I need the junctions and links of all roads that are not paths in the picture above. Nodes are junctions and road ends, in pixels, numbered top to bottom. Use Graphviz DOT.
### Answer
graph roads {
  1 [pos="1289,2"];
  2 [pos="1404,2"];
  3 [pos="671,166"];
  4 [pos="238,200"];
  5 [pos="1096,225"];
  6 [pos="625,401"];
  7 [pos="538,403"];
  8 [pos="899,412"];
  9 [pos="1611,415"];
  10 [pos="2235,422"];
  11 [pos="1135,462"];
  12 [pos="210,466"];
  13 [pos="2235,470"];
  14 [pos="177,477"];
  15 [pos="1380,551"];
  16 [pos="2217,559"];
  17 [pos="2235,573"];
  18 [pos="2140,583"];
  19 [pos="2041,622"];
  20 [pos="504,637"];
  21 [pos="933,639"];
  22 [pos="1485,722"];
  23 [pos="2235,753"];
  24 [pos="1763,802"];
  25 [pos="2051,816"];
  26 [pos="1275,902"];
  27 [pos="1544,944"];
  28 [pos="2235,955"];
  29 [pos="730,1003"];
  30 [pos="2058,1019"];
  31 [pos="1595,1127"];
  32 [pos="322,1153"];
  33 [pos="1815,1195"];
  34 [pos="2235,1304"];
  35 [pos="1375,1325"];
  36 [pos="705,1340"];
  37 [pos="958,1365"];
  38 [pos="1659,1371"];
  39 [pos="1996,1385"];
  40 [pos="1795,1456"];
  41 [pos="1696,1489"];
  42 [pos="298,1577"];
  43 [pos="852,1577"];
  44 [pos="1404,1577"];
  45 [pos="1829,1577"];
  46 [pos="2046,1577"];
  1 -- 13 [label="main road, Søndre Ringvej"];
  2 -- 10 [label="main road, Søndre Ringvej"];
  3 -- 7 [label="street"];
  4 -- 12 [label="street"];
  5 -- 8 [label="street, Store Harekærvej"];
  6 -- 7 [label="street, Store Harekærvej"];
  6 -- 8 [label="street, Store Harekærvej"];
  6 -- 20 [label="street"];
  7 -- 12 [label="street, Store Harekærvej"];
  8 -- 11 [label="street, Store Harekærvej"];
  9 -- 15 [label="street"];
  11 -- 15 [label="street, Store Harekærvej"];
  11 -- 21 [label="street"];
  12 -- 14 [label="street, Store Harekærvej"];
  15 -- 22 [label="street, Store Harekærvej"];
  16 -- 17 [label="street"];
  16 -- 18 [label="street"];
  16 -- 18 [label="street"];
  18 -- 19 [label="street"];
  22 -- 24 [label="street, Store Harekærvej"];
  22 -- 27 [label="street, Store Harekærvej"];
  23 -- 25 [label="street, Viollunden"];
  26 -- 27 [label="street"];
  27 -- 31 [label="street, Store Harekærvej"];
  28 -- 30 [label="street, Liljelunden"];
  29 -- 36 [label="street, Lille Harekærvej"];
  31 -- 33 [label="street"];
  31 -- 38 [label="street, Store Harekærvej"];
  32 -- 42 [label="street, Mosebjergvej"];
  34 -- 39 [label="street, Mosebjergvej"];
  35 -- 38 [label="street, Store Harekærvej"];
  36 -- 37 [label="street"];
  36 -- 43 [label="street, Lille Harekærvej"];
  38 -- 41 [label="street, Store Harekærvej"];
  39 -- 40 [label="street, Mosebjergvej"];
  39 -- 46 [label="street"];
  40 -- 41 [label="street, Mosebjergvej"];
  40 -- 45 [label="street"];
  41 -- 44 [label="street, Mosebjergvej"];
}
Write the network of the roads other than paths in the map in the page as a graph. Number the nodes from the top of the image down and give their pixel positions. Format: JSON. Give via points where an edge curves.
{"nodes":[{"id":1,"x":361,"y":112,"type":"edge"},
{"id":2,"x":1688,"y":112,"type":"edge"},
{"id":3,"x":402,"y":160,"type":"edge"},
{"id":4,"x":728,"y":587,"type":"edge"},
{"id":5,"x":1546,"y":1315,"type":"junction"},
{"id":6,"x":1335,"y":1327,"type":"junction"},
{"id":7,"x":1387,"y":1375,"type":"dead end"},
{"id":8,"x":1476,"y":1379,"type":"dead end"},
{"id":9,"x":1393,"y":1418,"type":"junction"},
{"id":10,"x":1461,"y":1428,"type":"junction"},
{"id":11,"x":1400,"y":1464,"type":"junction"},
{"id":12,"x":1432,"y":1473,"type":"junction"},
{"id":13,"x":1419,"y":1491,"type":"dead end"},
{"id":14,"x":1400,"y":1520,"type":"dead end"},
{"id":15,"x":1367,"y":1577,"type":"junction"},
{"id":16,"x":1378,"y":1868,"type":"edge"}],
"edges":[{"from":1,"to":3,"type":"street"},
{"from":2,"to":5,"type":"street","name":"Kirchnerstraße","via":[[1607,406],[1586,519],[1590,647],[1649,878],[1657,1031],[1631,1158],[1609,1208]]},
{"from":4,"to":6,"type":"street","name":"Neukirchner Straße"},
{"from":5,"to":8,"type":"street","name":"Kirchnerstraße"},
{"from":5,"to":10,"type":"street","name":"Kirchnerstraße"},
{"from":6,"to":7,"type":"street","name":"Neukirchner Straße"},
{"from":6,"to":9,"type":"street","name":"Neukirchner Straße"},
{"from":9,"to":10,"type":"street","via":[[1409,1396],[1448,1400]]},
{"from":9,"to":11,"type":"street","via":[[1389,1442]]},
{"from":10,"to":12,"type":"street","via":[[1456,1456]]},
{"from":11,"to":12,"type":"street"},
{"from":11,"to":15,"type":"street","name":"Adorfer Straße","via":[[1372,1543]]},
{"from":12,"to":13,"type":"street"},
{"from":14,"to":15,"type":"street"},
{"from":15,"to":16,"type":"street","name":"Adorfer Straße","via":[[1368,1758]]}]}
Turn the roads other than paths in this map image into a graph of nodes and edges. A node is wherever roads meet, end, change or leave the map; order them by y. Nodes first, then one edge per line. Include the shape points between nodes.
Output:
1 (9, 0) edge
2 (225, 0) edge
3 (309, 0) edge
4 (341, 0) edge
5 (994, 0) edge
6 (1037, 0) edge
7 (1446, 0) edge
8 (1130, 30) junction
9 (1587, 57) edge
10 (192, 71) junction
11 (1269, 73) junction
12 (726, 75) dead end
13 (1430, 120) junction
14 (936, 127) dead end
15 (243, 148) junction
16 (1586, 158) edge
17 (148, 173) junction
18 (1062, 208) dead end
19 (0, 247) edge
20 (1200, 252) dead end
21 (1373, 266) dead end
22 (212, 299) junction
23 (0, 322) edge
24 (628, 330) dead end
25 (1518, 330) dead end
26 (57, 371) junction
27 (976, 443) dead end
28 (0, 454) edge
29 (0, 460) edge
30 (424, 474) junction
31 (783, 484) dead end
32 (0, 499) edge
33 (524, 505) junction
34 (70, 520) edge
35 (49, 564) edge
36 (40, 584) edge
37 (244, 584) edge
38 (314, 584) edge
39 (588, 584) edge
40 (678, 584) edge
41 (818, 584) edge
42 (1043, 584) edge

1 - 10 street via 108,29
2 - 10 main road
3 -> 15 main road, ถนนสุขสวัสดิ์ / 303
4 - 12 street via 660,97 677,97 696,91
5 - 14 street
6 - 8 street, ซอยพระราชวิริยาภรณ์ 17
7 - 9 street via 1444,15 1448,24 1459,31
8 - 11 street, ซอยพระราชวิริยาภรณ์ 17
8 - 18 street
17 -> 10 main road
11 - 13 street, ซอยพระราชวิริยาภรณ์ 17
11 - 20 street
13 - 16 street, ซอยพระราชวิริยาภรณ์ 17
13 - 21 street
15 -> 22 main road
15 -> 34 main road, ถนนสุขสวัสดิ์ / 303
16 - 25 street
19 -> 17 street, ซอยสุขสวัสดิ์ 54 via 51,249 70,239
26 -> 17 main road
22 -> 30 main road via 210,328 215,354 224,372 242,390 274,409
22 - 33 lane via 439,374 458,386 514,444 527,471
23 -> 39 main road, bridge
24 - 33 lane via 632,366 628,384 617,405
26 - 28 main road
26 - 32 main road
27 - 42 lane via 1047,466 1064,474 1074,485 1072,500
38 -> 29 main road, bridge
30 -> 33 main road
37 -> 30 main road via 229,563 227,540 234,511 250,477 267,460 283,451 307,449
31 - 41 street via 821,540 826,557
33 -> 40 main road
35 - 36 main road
=-=-=
▸ **WHAT TO WORK ON**
Check each line above for the string "ซอยพระราชว", then copy the ones that have it.

▸ **COMPLETED TASK**
6 - 8 street, ซอยพระราชวิริยาภรณ์ 17
8 - 11 street, ซอยพระราชวิริยาภรณ์ 17
11 - 13 street, ซอยพระราชวิริยาภรณ์ 17
13 - 16 street, ซอยพระราชวิริยาภรณ์ 17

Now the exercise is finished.